### DIRECTIONS FOR THIS TASK
Each record is to be printed exactly as given, down to the last mark.

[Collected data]

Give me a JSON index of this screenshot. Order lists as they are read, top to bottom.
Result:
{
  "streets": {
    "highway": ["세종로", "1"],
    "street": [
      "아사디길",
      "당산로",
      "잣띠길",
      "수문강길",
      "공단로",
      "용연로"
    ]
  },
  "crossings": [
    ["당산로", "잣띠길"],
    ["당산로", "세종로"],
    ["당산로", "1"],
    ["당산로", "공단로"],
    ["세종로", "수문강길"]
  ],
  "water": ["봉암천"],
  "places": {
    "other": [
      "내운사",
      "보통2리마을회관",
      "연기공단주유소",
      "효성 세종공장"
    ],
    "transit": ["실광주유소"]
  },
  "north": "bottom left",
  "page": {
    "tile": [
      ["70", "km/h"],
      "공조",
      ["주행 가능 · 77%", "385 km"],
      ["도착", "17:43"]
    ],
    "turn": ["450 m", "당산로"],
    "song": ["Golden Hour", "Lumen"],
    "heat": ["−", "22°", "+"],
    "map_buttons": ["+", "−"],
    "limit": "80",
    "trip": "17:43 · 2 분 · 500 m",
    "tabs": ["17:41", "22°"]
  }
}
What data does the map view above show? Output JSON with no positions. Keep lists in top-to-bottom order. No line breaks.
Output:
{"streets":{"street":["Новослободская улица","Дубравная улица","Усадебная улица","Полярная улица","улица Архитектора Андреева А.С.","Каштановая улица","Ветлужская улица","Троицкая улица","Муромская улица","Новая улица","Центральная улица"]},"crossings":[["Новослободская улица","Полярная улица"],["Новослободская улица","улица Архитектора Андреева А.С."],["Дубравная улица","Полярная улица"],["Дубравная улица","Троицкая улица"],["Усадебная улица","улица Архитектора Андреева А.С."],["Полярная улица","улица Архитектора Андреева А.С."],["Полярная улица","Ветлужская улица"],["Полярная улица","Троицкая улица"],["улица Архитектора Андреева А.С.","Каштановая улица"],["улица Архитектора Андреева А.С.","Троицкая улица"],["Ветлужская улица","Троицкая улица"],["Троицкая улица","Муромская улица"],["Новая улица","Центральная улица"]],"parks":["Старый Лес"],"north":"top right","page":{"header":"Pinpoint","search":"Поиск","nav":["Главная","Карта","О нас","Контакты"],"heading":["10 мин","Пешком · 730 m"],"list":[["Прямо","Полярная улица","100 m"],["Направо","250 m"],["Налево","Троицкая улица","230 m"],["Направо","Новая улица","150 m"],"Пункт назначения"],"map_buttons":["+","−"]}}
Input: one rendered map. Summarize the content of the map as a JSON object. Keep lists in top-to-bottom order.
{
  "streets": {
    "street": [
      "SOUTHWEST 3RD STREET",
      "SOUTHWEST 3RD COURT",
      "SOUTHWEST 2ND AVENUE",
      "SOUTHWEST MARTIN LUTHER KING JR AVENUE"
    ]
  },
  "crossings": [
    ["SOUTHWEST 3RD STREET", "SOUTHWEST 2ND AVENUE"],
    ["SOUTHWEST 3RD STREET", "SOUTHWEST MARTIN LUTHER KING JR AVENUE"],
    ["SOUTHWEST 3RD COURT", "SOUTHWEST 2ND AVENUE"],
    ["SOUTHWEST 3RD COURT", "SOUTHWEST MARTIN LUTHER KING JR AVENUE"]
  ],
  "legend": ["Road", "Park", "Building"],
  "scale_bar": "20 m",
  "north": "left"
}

### REPLY
Give me a JSON index of this screenshot. Order lists as they are read, top to bottom.
Result:
{
  "streets": {
    "highway": ["세종로", "1"],
    "street": [
      "아사디길",
      "당산로",
      "잣띠길",
      "수문강길",
      "공단로",
      "용연로"
    ]
  },
  "crossings": [
    ["당산로", "잣띠길"],
    ["당산로", "세종로"],
    ["당산로", "1"],
    ["당산로", "공단로"],
    ["세종로", "수문강길"]
  ],
  "water": ["봉암천"],
  "places": {
    "other": [
      "내운사",
      "보통2리마을회관",
      "연기공단주유소",
      "효성 세종공장"
    ],
    "transit": ["실광주유소"]
  },
  "north": "bottom left",
  "page": {
    "tile": [
      ["70", "km/h"],
      "공조",
      ["주행 가능 · 77%", "385 km"],
      ["도착", "17:43"]
    ],
    "turn": ["450 m", "당산로"],
    "song": ["Golden Hour", "Lumen"],
    "heat": ["−", "22°", "+"],
    "map_buttons": ["+", "−"],
    "limit": "80",
    "trip": "17:43 · 2 분 · 500 m",
    "tabs": ["17:41", "22°"]
  }
}
What data does the map view above show? Output JSON with no positions. Keep lists in top-to-bottom order. No line breaks.
Output:
{"streets":{"street":["Новослободская улица","Дубравная улица","Усадебная улица","Полярная улица","улица Архитектора Андреева А.С.","Каштановая улица","Ветлужская улица","Троицкая улица","Муромская улица","Новая улица","Центральная улица"]},"crossings":[["Новослободская улица","Полярная улица"],["Новослободская улица","улица Архитектора Андреева А.С."],["Дубравная улица","Полярная улица"],["Дубравная улица","Троицкая улица"],["Усадебная улица","улица Архитектора Андреева А.С."],["Полярная улица","улица Архитектора Андреева А.С."],["Полярная улица","Ветлужская улица"],["Полярная улица","Троицкая улица"],["улица Архитектора Андреева А.С.","Каштановая улица"],["улица Архитектора Андреева А.С.","Троицкая улица"],["Ветлужская улица","Троицкая улица"],["Троицкая улица","Муромская улица"],["Новая улица","Центральная улица"]],"parks":["Старый Лес"],"north":"top right","page":{"header":"Pinpoint","search":"Поиск","nav":["Главная","Карта","О нас","Контакты"],"heading":["10 мин","Пешком · 730 m"],"list":[["Прямо","Полярная улица","100 m"],["Направо","250 m"],["Налево","Троицкая улица","230 m"],["Направо","Новая улица","150 m"],"Пункт назначения"],"map_buttons":["+","−"]}}
Input: one rendered map. Summarize the content of the map as a JSON object. Keep lists in top-to-bottom order.
{
  "streets": {
    "street": [
      "SOUTHWEST 3RD STREET",
      "SOUTHWEST 3RD COURT",
      "SOUTHWEST 2ND AVENUE",
      "SOUTHWEST MARTIN LUTHER KING JR AVENUE"
    ]
  },
  "crossings": [
    ["SOUTHWEST 3RD STREET", "SOUTHWEST 2ND AVENUE"],
    ["SOUTHWEST 3RD STREET", "SOUTHWEST MARTIN LUTHER KING JR AVENUE"],
    ["SOUTHWEST 3RD COURT", "SOUTHWEST 2ND AVENUE"],
    ["SOUTHWEST 3RD COURT", "SOUTHWEST MARTIN LUTHER KING JR AVENUE"]
  ],
  "legend": ["Road", "Park", "Building"],
  "scale_bar": "20 m",
  "north": "left"
}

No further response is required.